As one municipal official put it, they fear releasing the information would force them to use the Tim Hortons drive-up window to avoid the ire of those inside the restaurant.
The stance has mystified insurance industry representatives and local leaders who have been pushing municipalities to use new mapping tools to identify risk areas and make that information public.
"The big business case for this is we can all pay a lot more for insurance and experience the disruption, or we can invest in the infrastructure and experience less disruption to the economy and to families and lower insurance premiums," said Edmonton Mayor Don Iveson, head of FCM's big city mayors' caucus.
"We can learn from these disasters and actually model out where it would make sense to get ahead of the problem."
The questions about what local officials don't know and why they don't want to know it have been raised anew with flood waters overwhelming communities in Quebec and Ontario.
The Insurance Bureau of Canada created a mapping tool to figure out where there was the greatest risk of flooding, either from rising waters or overwhelming rainfall. A Calgary-based company, Tesera, is in the process of getting it ready for wider distribution.
At a session on disaster-proofing communities at the Federation of Canadian Municipalities conference last June, some delegates appeared to want nothing to do with the mapping tool.
A report from officials at Infrastructure Canada said that a delegate from one city worried that mapping flood risk could reduce property values in flood-prone areas where infrastructure solutions weren't feasible.
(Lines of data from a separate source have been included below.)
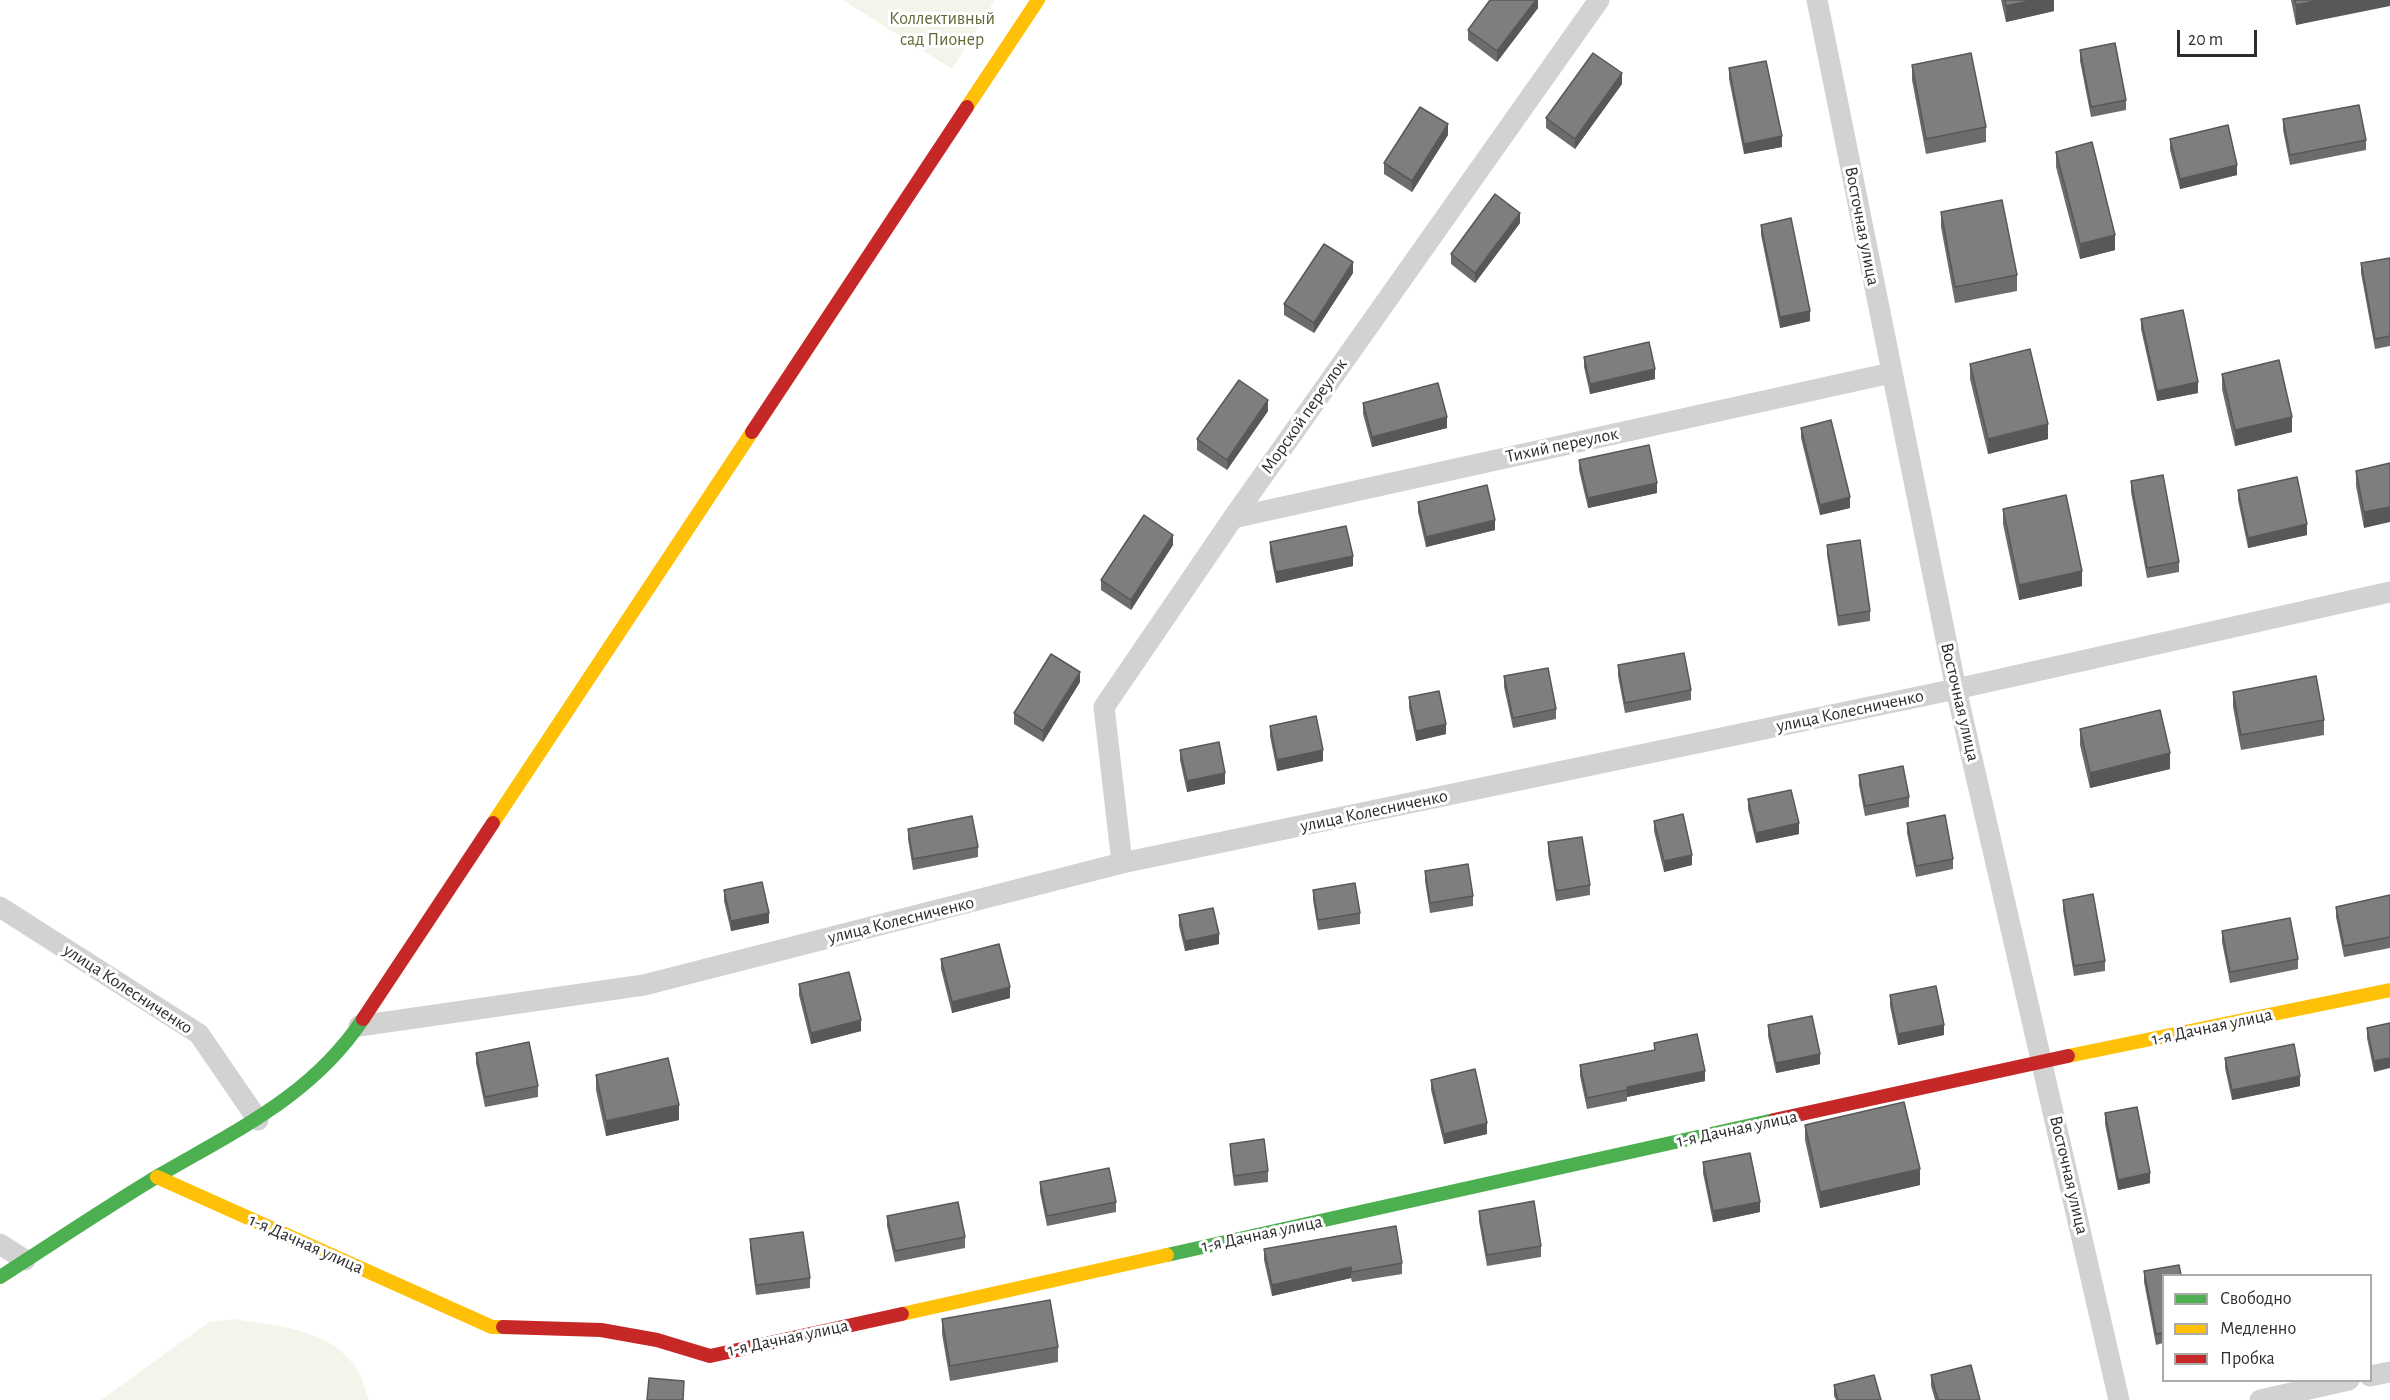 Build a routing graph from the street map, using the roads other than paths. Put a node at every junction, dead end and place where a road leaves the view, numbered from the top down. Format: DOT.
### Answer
graph roads {
  1 [pos="1038,0"];
  2 [pos="1599,0"];
  3 [pos="1817,0"];
  4 [pos="1891,373"];
  5 [pos="1233,518"];
  6 [pos="2390,592"];
  7 [pos="1956,689"];
  8 [pos="1122,863"];
  9 [pos="0,907"];
  10 [pos="2390,990"];
  11 [pos="359,1026"];
  12 [pos="2043,1061"];
  13 [pos="258,1120"];
  14 [pos="157,1177"];
  15 [pos="0,1244"];
  16 [pos="25,1260"];
  17 [pos="0,1277"];
  18 [pos="2390,1372"];
  19 [pos="2372,1376"];
  20 [pos="2340,1382"];
  21 [pos="2119,1400"];
  22 [pos="2260,1400"];
  1 -- 11 [label="street"];
  2 -- 5 [label="street, Морской переулок"];
  3 -- 4 [label="street, Восточная улица"];
  4 -- 5 [label="street, Тихий переулок"];
  4 -- 7 [label="street, Восточная улица"];
  5 -- 8 [label="street, Морской переулок"];
  6 -- 7 [label="street, улица Колесниченко"];
  7 -- 8 [label="street, улица Колесниченко"];
  7 -- 12 [label="street, Восточная улица"];
  8 -- 11 [label="street, улица Колесниченко"];
  9 -- 13 [label="street, улица Колесниченко"];
  10 -- 12 [label="street, 1-я Дачная улица"];
  11 -- 13 [label="street"];
  12 -- 14 [label="street, 1-я Дачная улица"];
  12 -- 21 [label="street, Восточная улица"];
  13 -- 14 [label="street"];
  14 -- 16 [label="street"];
  15 -- 16 [label="street"];
  16 -- 17 [label="street"];
  18 -- 19 [label="street"];
  20 -- 22 [label="street"];
} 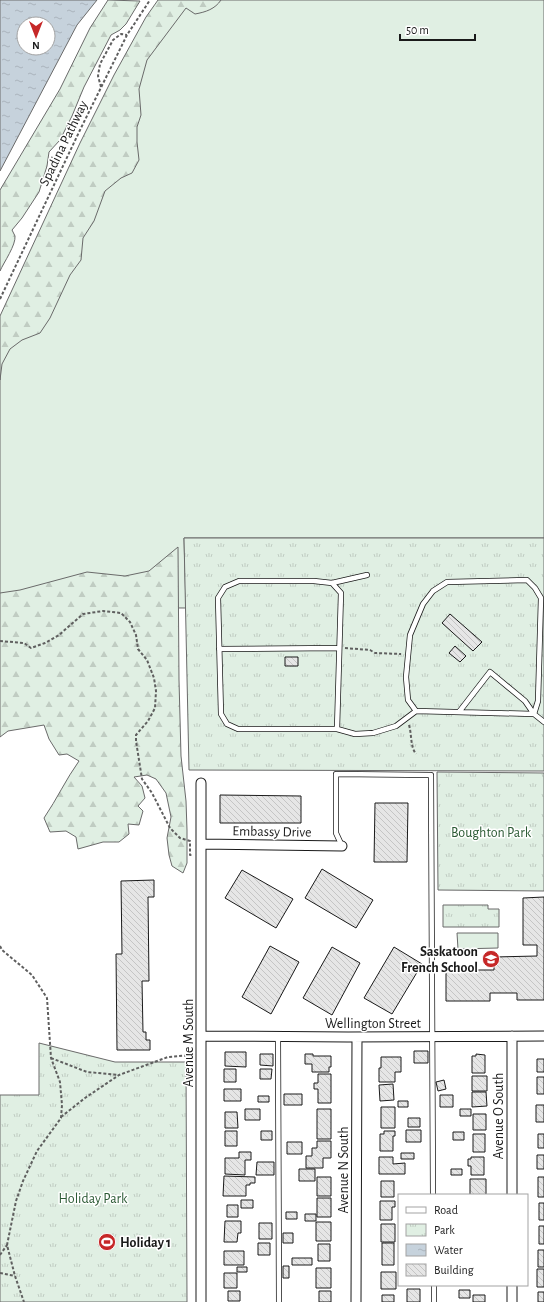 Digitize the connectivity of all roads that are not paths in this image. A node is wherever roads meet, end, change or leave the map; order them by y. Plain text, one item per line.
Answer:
1 (367, 575) dead end
2 (332, 583) junction
3 (542, 616) edge
4 (339, 648) junction
5 (219, 649) junction
6 (416, 711) junction
7 (459, 712) junction
8 (534, 714) junction
9 (544, 722) edge
10 (336, 730) junction
11 (201, 783) dead end
12 (201, 844) junction
13 (342, 846) joint
14 (202, 1036) junction
15 (432, 1036) junction
16 (512, 1036) junction
17 (544, 1036) edge
18 (278, 1037) junction
19 (357, 1038) junction
20 (433, 1194) edge
21 (512, 1194) edge
22 (434, 1286) edge
23 (512, 1286) edge
24 (201, 1302) edge
25 (279, 1302) edge
26 (356, 1302) edge
27 (434, 1302) edge
28 (512, 1302) edge

1 - 2 lane
2 - 4 lane
2 - 5 lane
3 - 6 lane
3 - 8 lane
4 - 5 lane
4 - 10 lane
5 - 10 lane
6 - 7 lane
6 - 10 lane
7 - 8 lane
7 - 8 lane
8 - 9 lane
11 - 12 street, Avenue M South
12 - 13 street, Embassy Drive
12 - 14 street, Avenue M South
13 - 15 lane
14 - 18 street, Wellington Street
14 - 24 street, Avenue M South
15 - 16 street, Wellington Street
15 - 19 street, Wellington Street
15 - 20 lane
16 - 17 street, Wellington Street
16 - 21 street, Avenue O South
18 - 19 street, Wellington Street
18 - 25 lane
19 - 26 street, Avenue N South
22 - 27 lane
23 - 28 street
Another said local governments are reluctant to map flood risks because they could be liable for damages, "and they may not have the public or political support for infrastructure investments," the report said.
The Canadian Press obtained a copy of the report under the Access to Information Act.
Craig Stewart, vice-president federal affairs for the Insurance Bureau of Canada, said local leaders were concerned about releasing the maps publicly, fearing owners of high-risk homes would take out their anger on local officials.
"However, it's our opinion that people have a right to know their risk and in fact, Canadians should be educated about flood risk so that they can make the right decisions on how to defend themselves against it," Stewart said.
The federal government has pledged cash for risk assessments and new infrastructure construction, hoping to nudge cities into making better decisions about what projects they need and how badly they need them done.
As well, this year's federal budget earmarked $2 billion over 11 years, the vast majority of it to be spent after 2021, in the Liberal infrastructure program to help disaster-proof the communities. A further $281 million over 11 years is set aside for projects that help communities adapt to climate change.
The amounts won't meet all the needs to protect communities from flooding: Edmonton, for instance, estimates it would require $2.5 billion in new infrastructure to reduce flooding risks over the next 50 years.
There is never going to be enough federal money to cover all the infrastructure needs cities have, but the funding is "more than we had before," said Halifax Mayor Mike Savage.
"If you don't adapt and if you don't show resiliency, then you're going to be in trouble. So I'm glad that the feds have identified that this is a necessity," said Savage, whose city has mapped flood risks inland and along its coast line.
"When it comes to climate change, sticking your head in the sand is not the right solution."